Though not a gamer myself, the evergrowing culture surrounding videogames drew me to this book. I expected Unit Operations to provide a visual criticism of the art of videogames; however, this book offers an educated look into the history on which gaming is built and a model of critique for the role videogames will play in the future.

Ian Bogost's approach to videogame culture in Unit Operations is certainly academic. Gamers posting reviews on the Internet found this voice to be exclusive, and almost paradoxical due to videogame's roots as a subculture entertainment. Bogost's claim from the beginning is to compare literary criticism to computation so it is no surprise he pulls his views from historical resources. He introduces the reader to the best of the philosophers, sociologists, psychoanalysts, media theorists, and computer developers in a way that dissolves heady discussions and simplifies theory.

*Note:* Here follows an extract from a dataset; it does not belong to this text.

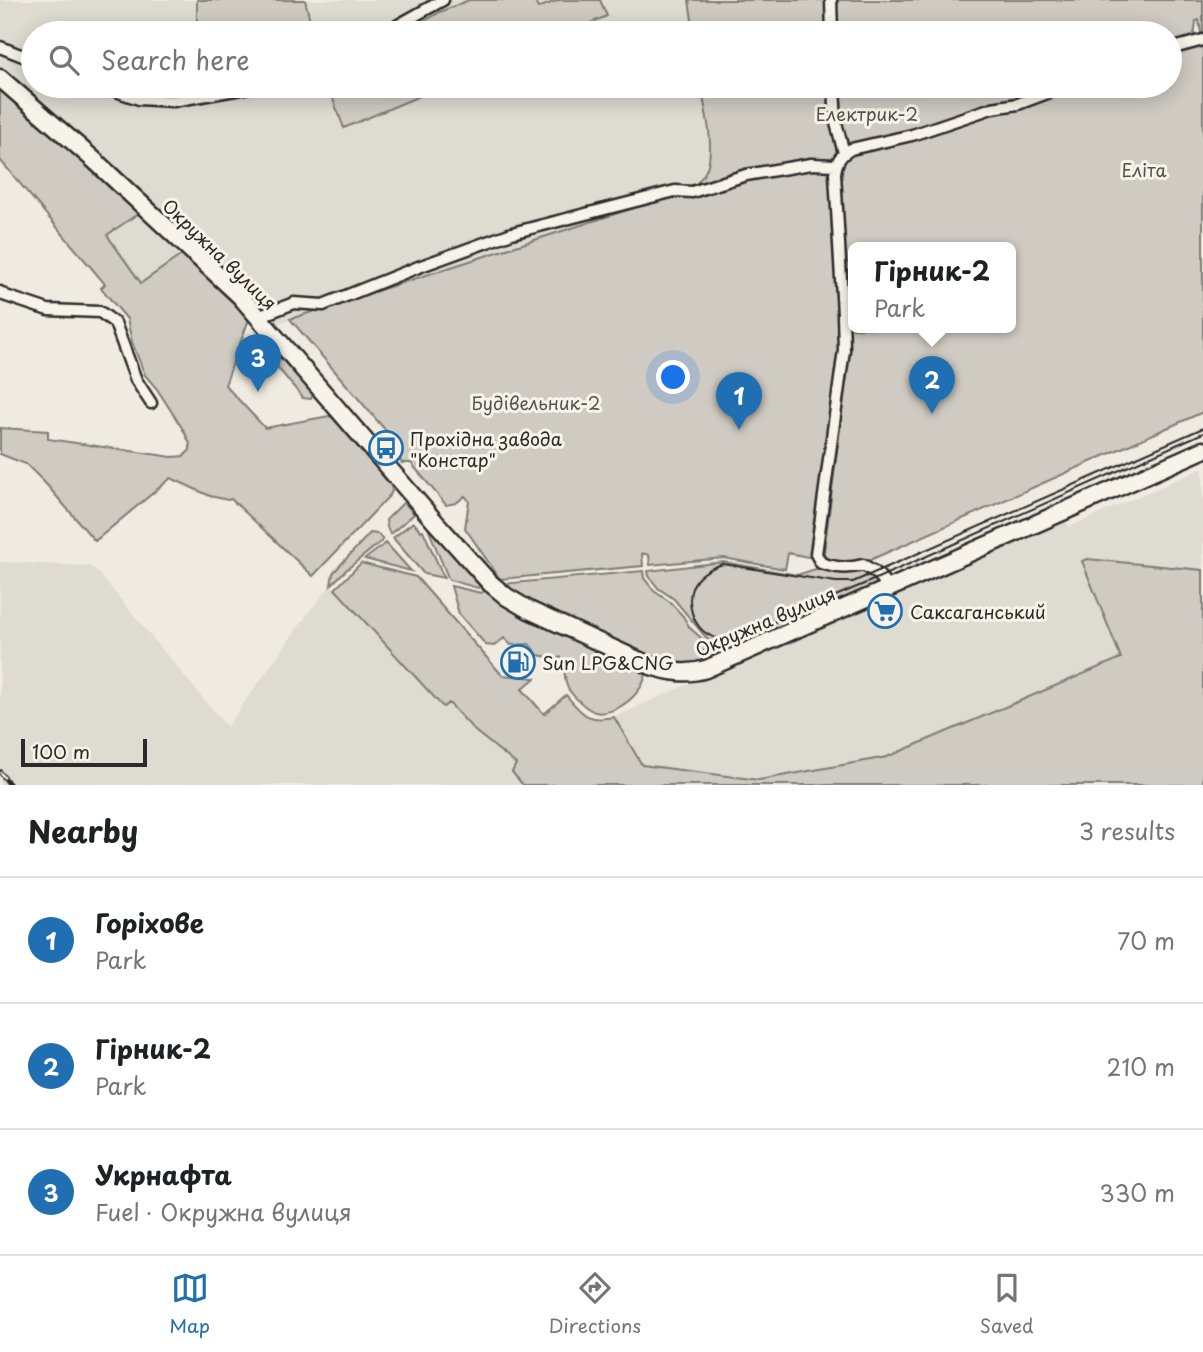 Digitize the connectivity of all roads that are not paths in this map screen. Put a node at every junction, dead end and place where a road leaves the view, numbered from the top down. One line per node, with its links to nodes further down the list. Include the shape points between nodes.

Bogost touches on many subjects within Unit Operations, comparing ludology (the study of gaming) and narratology, unit operations and system operations, and the need for the humanities to intersect with science and technology at earlier stages than the finished product of the videogame -even suggesting the restructuring of university departments. Bogost believes in "...criticism's ability to vault videogames toward a status higher than entertainment alone" (xiv), and suggests that "videogames, like art of all kinds, has the power to influence and change human experience" (89).

Unit Operations crosses intellectual borders- especially in Bogost's range of examples in both high and low art forms: from The Sims to Charles Baudelaire and The Terminal (2004, by Steven Spielberg) to Marshall McLuhan. This book would make an ideal text for an introductory or interdisciplinary humanities course.